Oldham East and Saddleworth also provides a fascinating snapshot of how voters’ allegiances have shifted in the eight months since the Tory-Lib Dem coalition government was formed. Labour won essentially because it attracted thousands of votes from people who had voted Lib Dem at the general election. The Lib Dem share of the vote held up, but only because thousands who had voted Tory in May 2010 switched tactically to the Lib Dem to keep Labour out.
This pattern of Lib Dems defecting to Labour and of Tories tactically voting Lib Dem was good news for Labour last week – but it need not always be so. If anti-Labour tactical voting becomes the norm in other Labour-Lib Dem marginals, it’s quite possible that Tories tactically voting Lib Dem will outweigh Lib Dems defecting to Labour, with very bad results for Labour. It would be even worse if Lib Dem supporters opt to vote tactically for Tories to keep Labour out in Labour-Tory marginals.
And that’s on the assumption that the electoral system remains the same.

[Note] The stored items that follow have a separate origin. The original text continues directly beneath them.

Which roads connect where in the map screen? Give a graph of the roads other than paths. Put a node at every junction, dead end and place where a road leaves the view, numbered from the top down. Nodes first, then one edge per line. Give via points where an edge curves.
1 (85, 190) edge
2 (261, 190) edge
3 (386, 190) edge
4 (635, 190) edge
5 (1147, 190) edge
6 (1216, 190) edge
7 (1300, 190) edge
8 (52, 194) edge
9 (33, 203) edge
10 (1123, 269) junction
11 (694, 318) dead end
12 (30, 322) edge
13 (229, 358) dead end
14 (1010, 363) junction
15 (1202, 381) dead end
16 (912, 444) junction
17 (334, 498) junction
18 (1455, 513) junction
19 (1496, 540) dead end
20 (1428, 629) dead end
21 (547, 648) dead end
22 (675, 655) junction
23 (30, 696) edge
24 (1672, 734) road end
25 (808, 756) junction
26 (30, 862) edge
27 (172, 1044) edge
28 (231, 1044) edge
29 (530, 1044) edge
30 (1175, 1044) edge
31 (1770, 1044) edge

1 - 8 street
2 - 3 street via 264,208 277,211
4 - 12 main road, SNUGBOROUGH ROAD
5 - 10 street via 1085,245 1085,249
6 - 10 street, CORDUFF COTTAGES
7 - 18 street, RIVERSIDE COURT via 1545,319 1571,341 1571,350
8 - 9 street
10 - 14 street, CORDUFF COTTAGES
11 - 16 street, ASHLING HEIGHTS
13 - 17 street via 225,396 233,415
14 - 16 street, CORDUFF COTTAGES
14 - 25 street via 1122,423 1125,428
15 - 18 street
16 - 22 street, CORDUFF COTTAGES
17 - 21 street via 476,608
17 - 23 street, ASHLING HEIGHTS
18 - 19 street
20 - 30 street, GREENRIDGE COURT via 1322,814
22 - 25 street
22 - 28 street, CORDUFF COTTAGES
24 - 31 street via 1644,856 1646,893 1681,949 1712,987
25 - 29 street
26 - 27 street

If it is changed to the alternative vote, as will happen if voters vote yes in the forthcoming referendum on the electoral system … well, the message for Labour from Oldham East and Saddleworth is not at all reassuring.

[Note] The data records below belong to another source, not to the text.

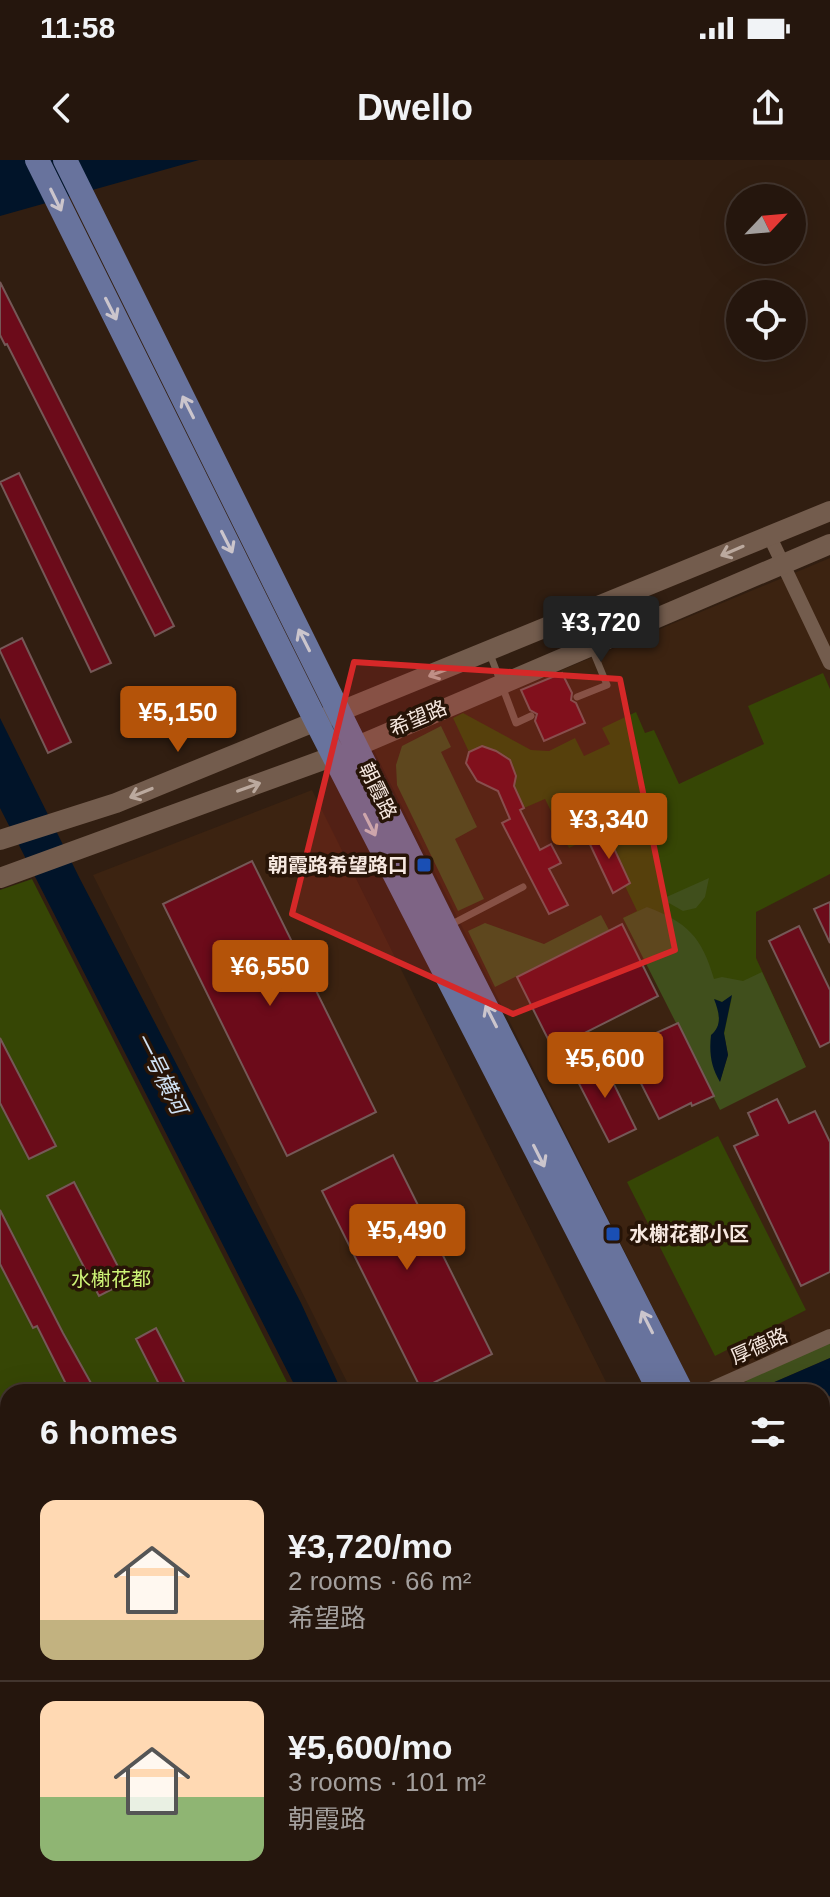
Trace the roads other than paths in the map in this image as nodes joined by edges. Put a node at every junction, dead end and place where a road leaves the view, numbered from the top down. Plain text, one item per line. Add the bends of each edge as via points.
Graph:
1 (37, 160) edge
2 (65, 160) edge
3 (830, 511) edge
4 (769, 535) junction
5 (830, 544) edge
6 (781, 563) junction
7 (578, 615) junction
8 (489, 652) junction
9 (830, 663) edge
10 (577, 697) dead end
11 (339, 710) junction
12 (531, 716) dead end
13 (316, 721) junction
14 (345, 750) junction
15 (3, 839) edge
16 (0, 878) edge
17 (523, 887) dead end
18 (436, 932) junction
19 (830, 1336) edge
20 (656, 1384) edge
21 (678, 1384) edge
22 (722, 1384) edge

1 -> 13 main road, 朝霞路
11 -> 2 main road, 朝霞路
3 - 4 main road, 希望路
4 - 6 street
4 -> 7 main road, 希望路
5 - 6 main road, 希望路
6 - 9 street
6 - 14 main road, 希望路
7 - 8 main road, 希望路
7 - 10 lane via 607,685
8 -> 11 main road, 希望路
8 - 12 lane via 516,723
11 - 13 main road, 希望路
11 - 14 main road, 朝霞路
13 - 14 main road, 朝霞路
13 -> 15 main road, 希望路 via 116,803
16 -> 14 main road, 希望路
14 - 18 main road, 朝霞路
17 - 18 lane
18 -> 20 main road, 朝霞路
21 -> 18 main road, 朝霞路
19 - 22 street, 厚德路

Under AV, single-member constituencies are retained, but voters mark their preferences on their ballot papers by ranking the candidates (“1, 2, 3, 4 …”) rather than choosing one (“X”). If no candidate wins more than 50 per cent of first preferences, the second preferences of the last placed candidate are redistributed, and so on until one candidate has more than 50 per cent.
Now, no one can do more than guess how preferences would have stacked up under AV in Oldham East and Saddleworth. But the scale of Tory tactical voting for the Lib Dem suggests that he would have picked up many, many more second preferences than the Labour candidate from the 13 per cent of voters who voted Tory last week. And it’s by no means an outrageous conjecture that the Lib Dem would also have picked up an overwhelming majority of second (or third or fourth) preferences from the 11 per cent who voted UKIP or the BNP. I know it’s only a parlour game, but on this scenario I think that Labour would have lost narrowly last week.

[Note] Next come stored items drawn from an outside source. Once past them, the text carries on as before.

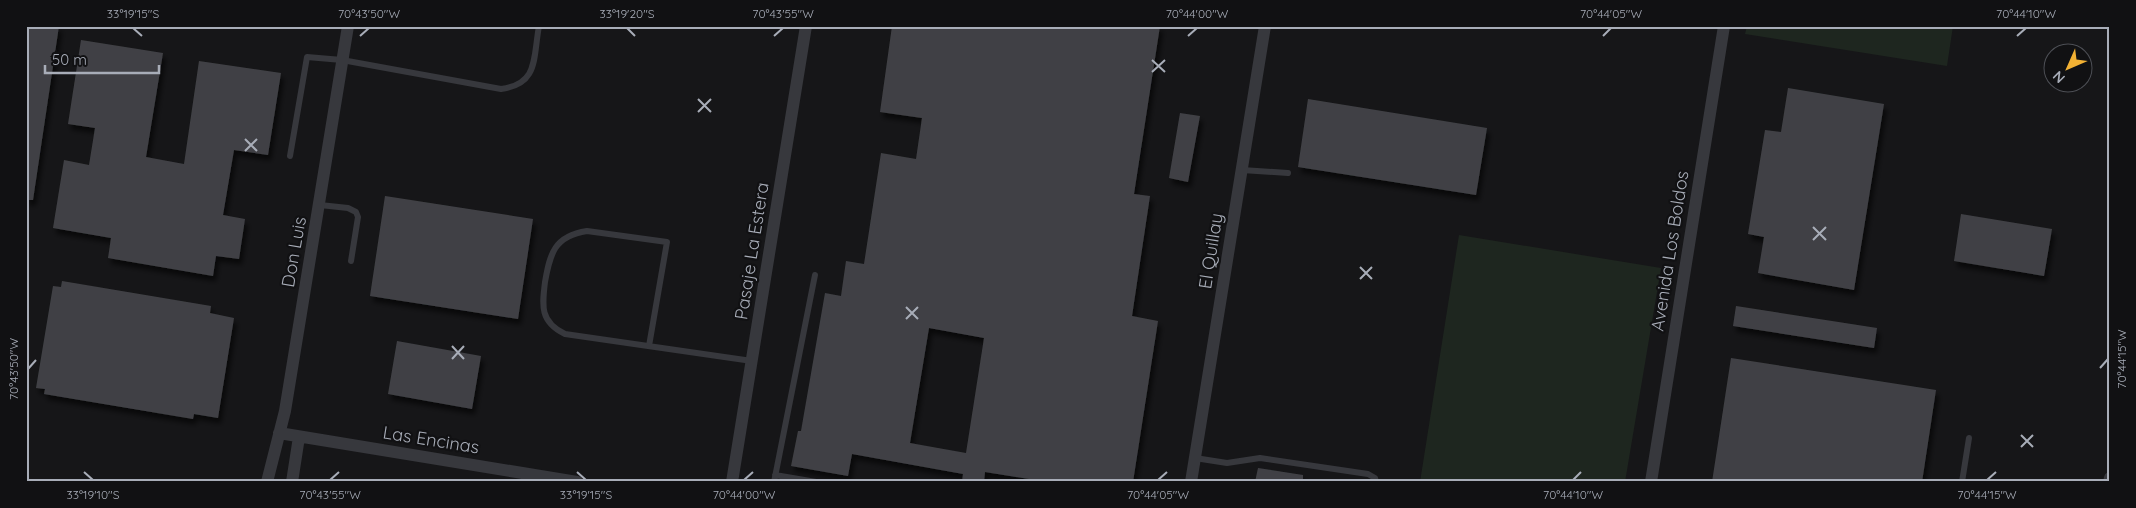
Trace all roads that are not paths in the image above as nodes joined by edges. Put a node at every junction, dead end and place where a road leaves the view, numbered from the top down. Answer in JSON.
{"nodes":[{"id":1,"x":348,"y":26,"type":"edge"},
{"id":2,"x":539,"y":26,"type":"edge"},
{"id":3,"x":806,"y":26,"type":"edge"},
{"id":4,"x":1265,"y":26,"type":"edge"},
{"id":5,"x":1724,"y":26,"type":"edge"},
{"id":6,"x":342,"y":60,"type":"junction"},
{"id":7,"x":290,"y":156,"type":"dead end"},
{"id":8,"x":1242,"y":170,"type":"junction"},
{"id":9,"x":1288,"y":173,"type":"dead end"},
{"id":10,"x":320,"y":205,"type":"junction"},
{"id":11,"x":351,"y":261,"type":"dead end"},
{"id":12,"x":815,"y":276,"type":"dead end"},
{"id":13,"x":649,"y":346,"type":"junction"},
{"id":14,"x":752,"y":361,"type":"junction"},
{"id":15,"x":279,"y":433,"type":"junction"},
{"id":16,"x":299,"y":437,"type":"junction"},
{"id":17,"x":1969,"y":438,"type":"dead end"},
{"id":18,"x":1195,"y":458,"type":"junction"},
{"id":19,"x":2110,"y":478,"type":"edge"},
{"id":20,"x":774,"y":479,"type":"edge"},
{"id":21,"x":572,"y":481,"type":"edge"},
{"id":22,"x":267,"y":482,"type":"edge"},
{"id":23,"x":292,"y":482,"type":"edge"},
{"id":24,"x":732,"y":482,"type":"edge"},
{"id":25,"x":816,"y":482,"type":"edge"},
{"id":26,"x":1191,"y":482,"type":"edge"},
{"id":27,"x":1376,"y":482,"type":"edge"},
{"id":28,"x":1651,"y":482,"type":"edge"},
{"id":29,"x":1962,"y":482,"type":"edge"},
{"id":30,"x":2109,"y":482,"type":"edge"}],
"edges":[{"from":1,"to":6,"type":"street","name":"Don Luis"},
{"from":2,"to":6,"type":"lane"},
{"from":3,"to":14,"type":"street","name":"Pasaje La Estera"},
{"from":4,"to":8,"type":"street","name":"El Quillay"},
{"from":5,"to":28,"type":"street","name":"Avenida Los Boldos"},
{"from":6,"to":7,"type":"lane"},
{"from":6,"to":10,"type":"street","name":"Don Luis"},
{"from":8,"to":9,"type":"lane"},
{"from":8,"to":18,"type":"street","name":"El Quillay"},
{"from":10,"to":11,"type":"lane"},
{"from":10,"to":15,"type":"street","name":"Don Luis"},
{"from":12,"to":20,"type":"lane"},
{"from":13,"to":13,"type":"lane"},
{"from":13,"to":14,"type":"lane"},
{"from":14,"to":24,"type":"street","name":"Pasaje La Estera"},
{"from":15,"to":16,"type":"street","name":"Las Encinas"},
{"from":15,"to":22,"type":"street","name":"Don Luis"},
{"from":16,"to":21,"type":"street","name":"Las Encinas"},
{"from":16,"to":23,"type":"street"},
{"from":17,"to":29,"type":"lane"},
{"from":18,"to":26,"type":"street","name":"El Quillay"},
{"from":18,"to":27,"type":"lane"},
{"from":19,"to":30,"type":"street"},
{"from":20,"to":25,"type":"lane"}]}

Party self-interest is not of course what should count in choosing an electoral system – but in reality it will count a great deal come the AV referendum. Oldham East and Saddleworth is a warning to those Labour supporters of AV who have blithely assumed, on the basis of the experience of anti-Tory tactical voting in the four general elections before 2010, that Labour would benefit from a switch to AV. If anti-Labour feeling is widespread among voters, it could lose even more comprehensively under AV than under first-past-the-post.
That’s not my principal, principled reason for voting “no” in the referendum. But it’s a reason all the same, and it’s related to the principal, principled reason – of which more anon.